Syrian rebels (for a second time, by our count) claim to have shot down a government MiG fighter jet, near the Turkish border. NPR has the dramatic crash on video, and reports that the critical weapon was a portable shoulder-fired surface-to-air missile called a MANPAD. Recall that MANPADs are at play in some of the conspiracy theorizing about the Benghazi affair. Did these missiles come from Libya, with US lubrication?

Turkey is still waiting on NATO to make a decision on Ankara's request for the deployment of missile defense batteries along its border with Syria. Even while making the request, President Abdullah Gul tried to sound reassuring, saying a Syrian attack on Turkish territory was unlikely because it would be "madness." (AFP, Nov. 29; VOA, Nov. 26)

Russia's newly-appointed envoy to NATO, Alexander Grushko, warned that deployment of the missilies would mean open involvement by the alliance in the Syrian conflict. "Previously, the alliance officials have repeatedly said that Syria is not Libya, and NATO doesn’t have a role in the Syrian conflict," he said at a meeting with the NATO-Russia Council in Brussels. (PanArmenian, Nov. 30)

 

  1. NATO approves missiles for Syrian border
    Meeting in Brussels, NATO on Dec. 4 approved the deployment of Patriot anti-missile batteries along Turkey’s border with Syria. NATO’s Secretary General Anders Fogh Rasmussen said the ministers had “unanimously expressed grave concerns” about the use of chemical weapons. (BBC News, Dec. 4)
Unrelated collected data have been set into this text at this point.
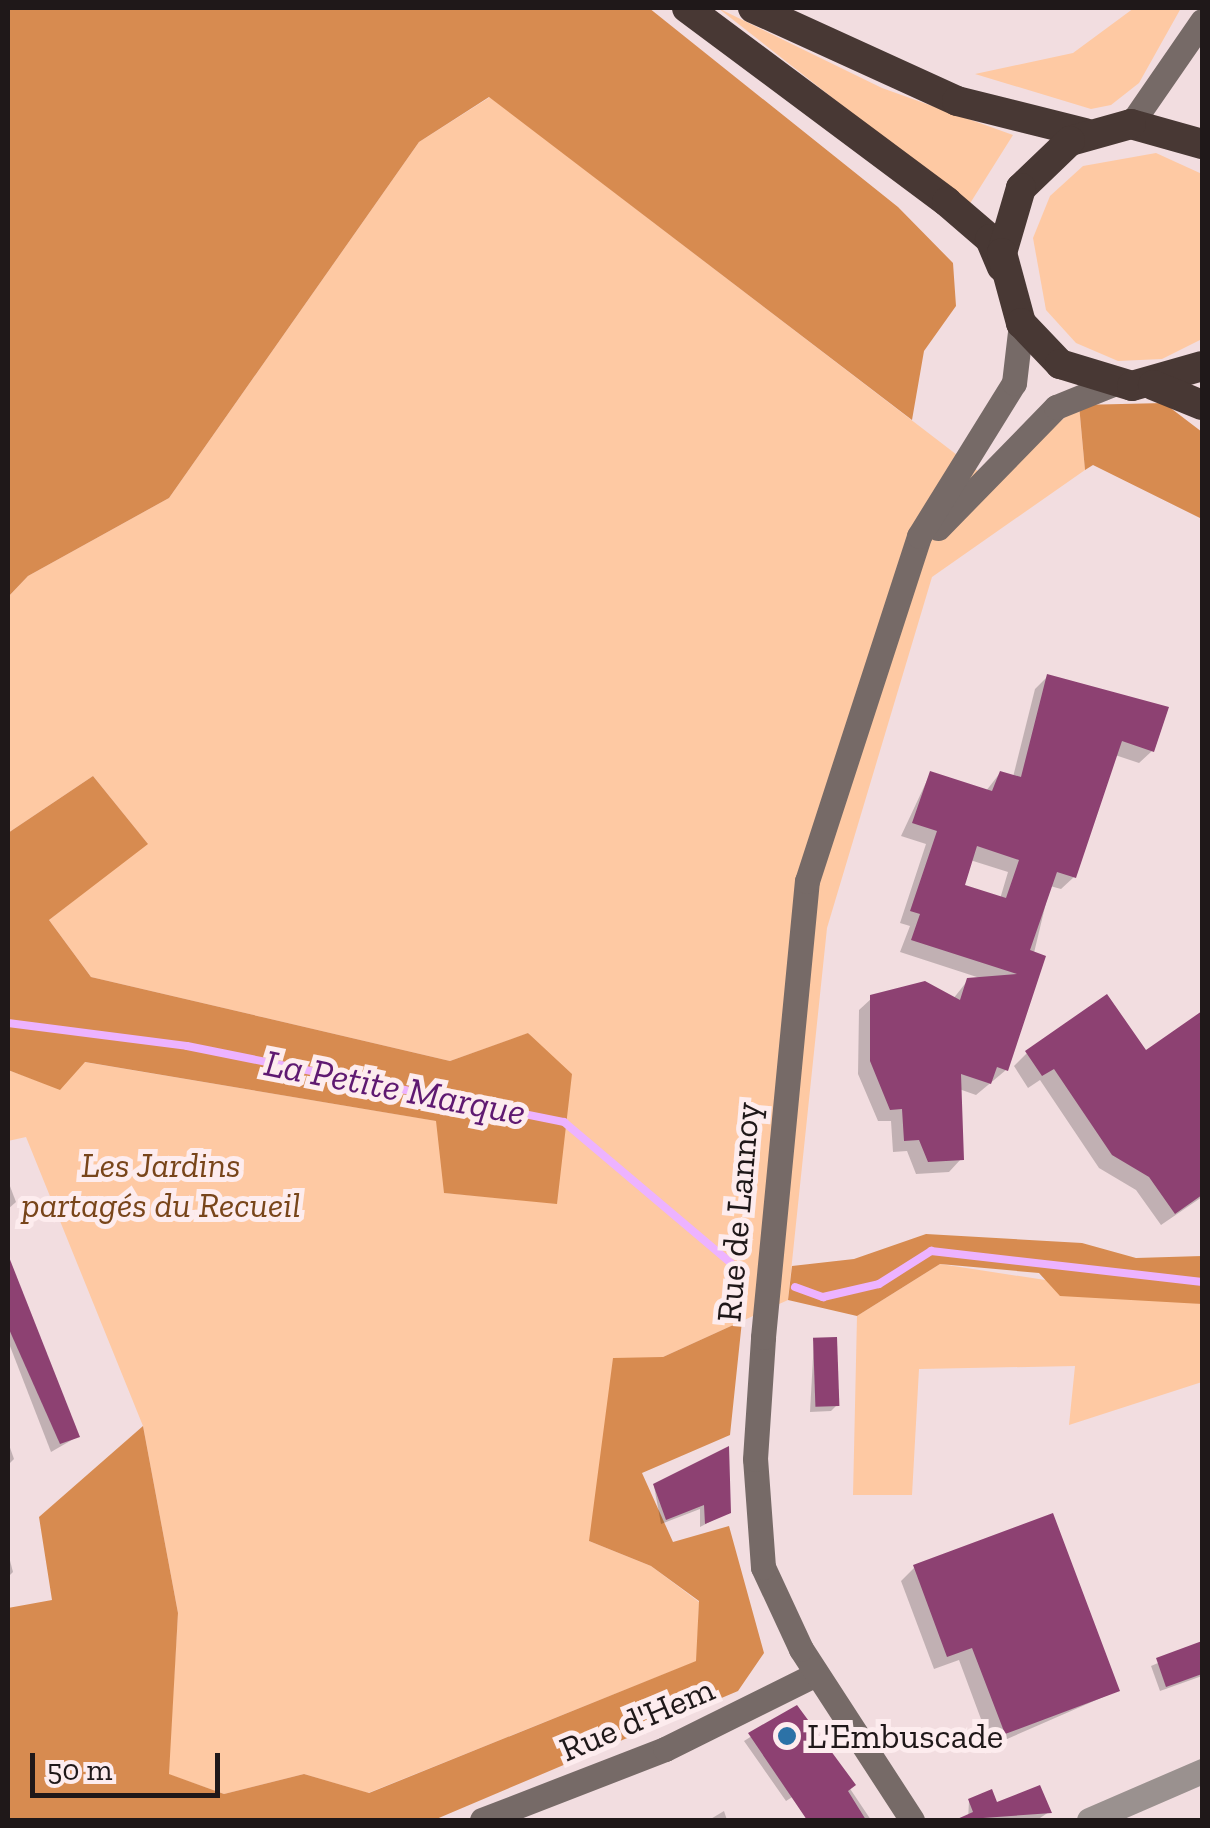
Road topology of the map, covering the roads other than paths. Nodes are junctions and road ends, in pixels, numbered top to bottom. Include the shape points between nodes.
1 (688, 8) edge
2 (753, 8) edge
3 (1202, 21) edge
4 (1131, 124) junction
5 (1085, 133) junction
6 (1202, 144) edge
7 (1003, 271) junction
8 (1021, 323) junction
9 (1202, 366) edge
10 (1113, 384) junction
11 (1150, 385) junction
12 (1202, 405) edge
13 (904, 584) junction
14 (816, 1674) junction
15 (1202, 1771) edge
16 (482, 1820) edge
17 (912, 1820) edge
18 (1089, 1820) edge

1 - 7 highway via 947,202 990,239
2 - 5 highway via 958,101
3 - 4 main road
4 - 5 highway
4 - 6 highway
5 - 7 highway via 1021,188
7 - 8 highway
8 - 10 highway via 1060,364
8 - 13 main road, Rue de Lannoy via 1014,383 932,508
9 - 11 highway
10 - 11 highway
10 - 13 main road, Rue de Lannoy via 1056,408 1004,454 954,506
11 - 12 highway
13 - 14 main road, Rue de Lannoy via 805,891 776,1178 757,1535 772,1593
14 - 16 main road, Rue d'Hem via 651,1755
14 - 17 main road, Rue de Lannoy
15 - 18 street

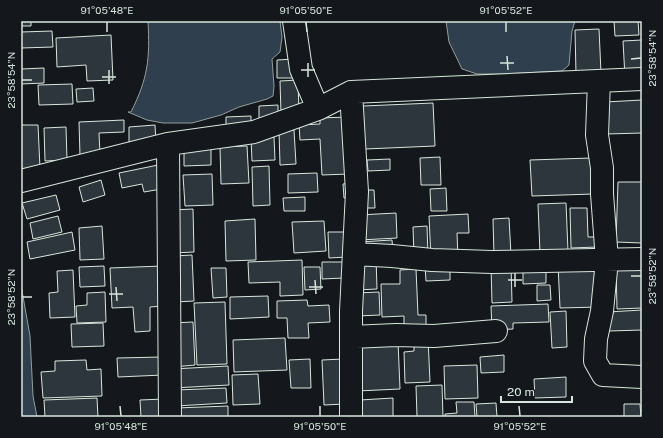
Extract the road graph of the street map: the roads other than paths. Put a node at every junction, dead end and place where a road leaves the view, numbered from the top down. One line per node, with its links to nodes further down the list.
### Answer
1 (294, 21): 5 (street)
2 (642, 79): 3 (street)
3 (599, 81): 4 (street); 10 (street)
4 (351, 92): 5 (street); 8 (street)
5 (318, 109): 6 (street)
6 (168, 144): 7 (street); 14 (street)
7 (21, 181)
8 (354, 254): 10 (street); 12 (street)
9 (642, 259): 10 (street)
10 (607, 260): 13 (street)
11 (496, 331): 12 (street)
12 (351, 337): 15 (street)
13 (642, 377)
14 (170, 417)
15 (351, 417)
    At least 29 were killed—including a teacher and several students—when a mortar strike hit a shcool in the Damascus suburb of Bteeha that day. The regime and rebels each blame the other, of course. (NYT, Dec. 4)

  2. NATO missiles deployed to Syrian border
    A NATO convoy has left the Netherlands for Turkey with a battery of Patriot missiles to be deployed on the Syrian border, BBC News reported Jan. 7. Three days later, BBC News reported new ballistic missile strikes by the Syrian government against rebel-held territory in the north. Jan. 15 bomb blasts at Aleppo University left nearly 90 dead, with the opposition and regime predictably both blaming each other. (AP, The Guardian, Jan. 16; The Lede, Jan. 15)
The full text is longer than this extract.